AIM OF THE TASK:
Could the records below please be retyped exactly, with their pictures left out?

THE INPUT:
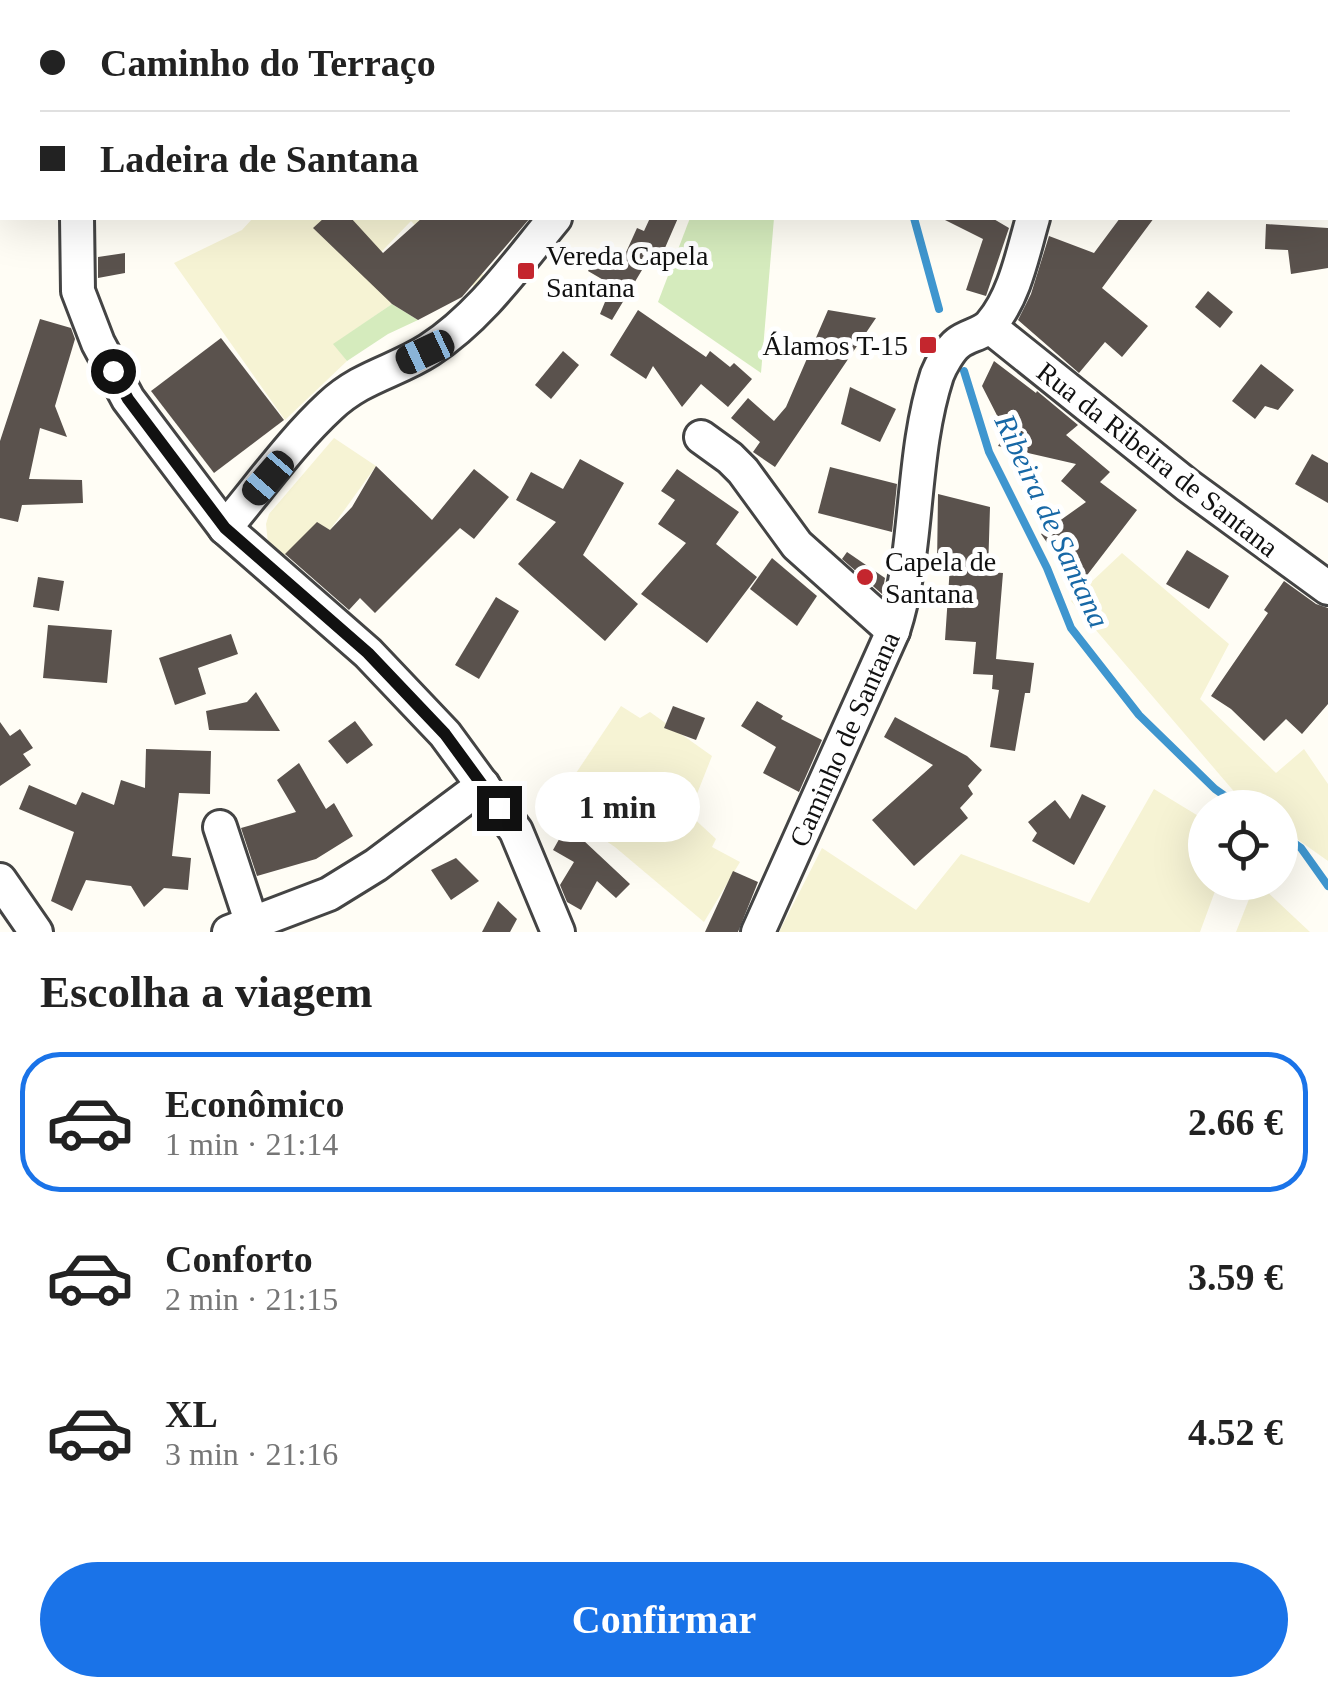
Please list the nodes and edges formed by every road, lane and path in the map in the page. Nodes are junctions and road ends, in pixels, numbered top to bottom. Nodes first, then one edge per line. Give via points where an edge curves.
1 (77, 220) edge
2 (553, 220) edge
3 (1032, 220) edge
4 (990, 327) junction
5 (701, 438) dead end
6 (225, 528) junction
7 (1328, 588) edge
8 (893, 631) junction
9 (482, 785) junction
10 (220, 827) dead end
11 (0, 880) edge
12 (240, 927) edge
13 (36, 932) edge
14 (558, 932) edge
15 (758, 932) edge

1 - 6 street via 78,291 98,343 128,399
2 - 6 street via 452,334 358,382 328,407
3 - 4 street, Caminho de Santana
4 - 7 street, Rua da Ribeira de Santana
4 - 8 street, Caminho de Santana via 958,343 940,368 918,463 906,591
5 - 8 street via 743,470 797,545
6 - 9 street via 368,653 445,734
8 - 15 street, Caminho de Santana
9 - 12 street via 329,894
9 - 14 street via 516,830
10 - 12 street
11 - 13 street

SOLUTION TO THIS EXERCISE:
Please list the nodes and edges formed by every road, lane and path in the map in the page. Nodes are junctions and road ends, in pixels, numbered top to bottom. Nodes first, then one edge per line. Give via points where an edge curves.
1 (77, 220) edge
2 (553, 220) edge
3 (1032, 220) edge
4 (990, 327) junction
5 (701, 438) dead end
6 (225, 528) junction
7 (1328, 588) edge
8 (893, 631) junction
9 (482, 785) junction
10 (220, 827) dead end
11 (0, 880) edge
12 (240, 927) edge
13 (36, 932) edge
14 (558, 932) edge
15 (758, 932) edge

1 - 6 street via 78,291 98,343 128,399
2 - 6 street via 452,334 358,382 328,407
3 - 4 street, Caminho de Santana
4 - 7 street, Rua da Ribeira de Santana
4 - 8 street, Caminho de Santana via 958,343 940,368 918,463 906,591
5 - 8 street via 743,470 797,545
6 - 9 street via 368,653 445,734
8 - 15 street, Caminho de Santana
9 - 12 street via 329,894
9 - 14 street via 516,830
10 - 12 street
11 - 13 street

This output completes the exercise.